While Bullock’s acting is first-rate and very convincing, I have two complaints about the movie. First, why the ambiguous ending. I don’t want to give it away—but, really, is she saved? Or not? Second, just this—Gravity has no gravitas.
Captain Phillips is another voyage movie. Unlike Gravity, the events depicted in Captain Phillips “really happened.” The story is well-known. Tom Hanks plays Captain Phillips, who is the captain of a container ship Maersk Alabama, which is transporting cargo in the Indian Ocean off the coast of Somalia.
After a brief introduction to Captain Phillips in a family setting, and a drive to the airport with his wife, the remainder of the movie is set at sea. We see him as captain, sense his wariness in the waters he is sailing. His insistence on safety drills seems intelligent, and obviously foreshadowing of the challenges to come.
We also see the Somali pirates and their desperate circumstances as they squabble among themselves. We learn that they are controlled by an almost anonymous leader of the mother ship. As the pirate boat chases the container ship, you experience real excitement in the chase.
When the pirates successfully commandeer the ship, we meet the lead pirate Muse, played by the remarkable newcomer actor Barkhad Abdi.
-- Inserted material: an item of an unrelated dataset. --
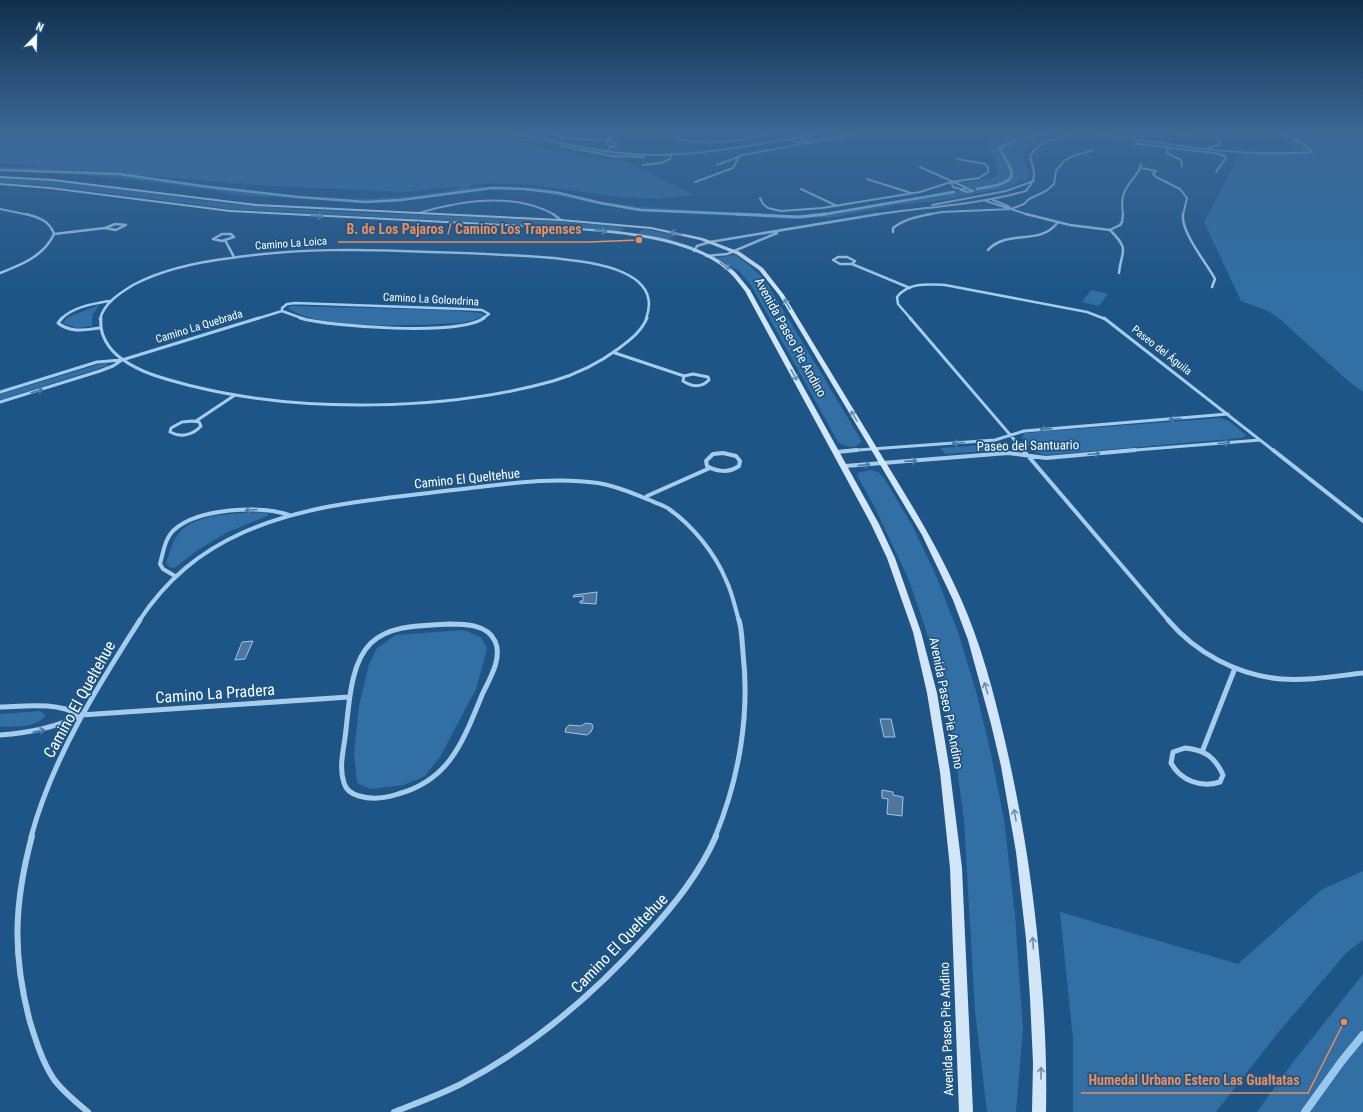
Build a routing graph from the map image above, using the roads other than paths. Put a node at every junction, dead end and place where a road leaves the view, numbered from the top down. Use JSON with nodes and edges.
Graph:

Thus begins the duel between Muse and Phillips for control of the ship. When the pirates succeed, and the pirates flee with Phillips as hostage aboard the small lifeboat, the tension mounts.
As I said, we know the story. We know that the U.S. mounts a rescue effort with the Navy Seal Team Six. The account was well-covered in national news at the time.
What works so well in the movie is that even knowing the story, we still feel the tension. We know how things will turn out, and yet we still grip our seats.
The surprise for me in watching this movie is that I experienced some sympathy for the pirates. Not for their methods, of course, or their means of redressing the inequality of their lives, but for their desperate circumstances that would drive them to such a high stakes dangerous way of securing any kind of living.
So, whichever of these two movies you see—bon voyage.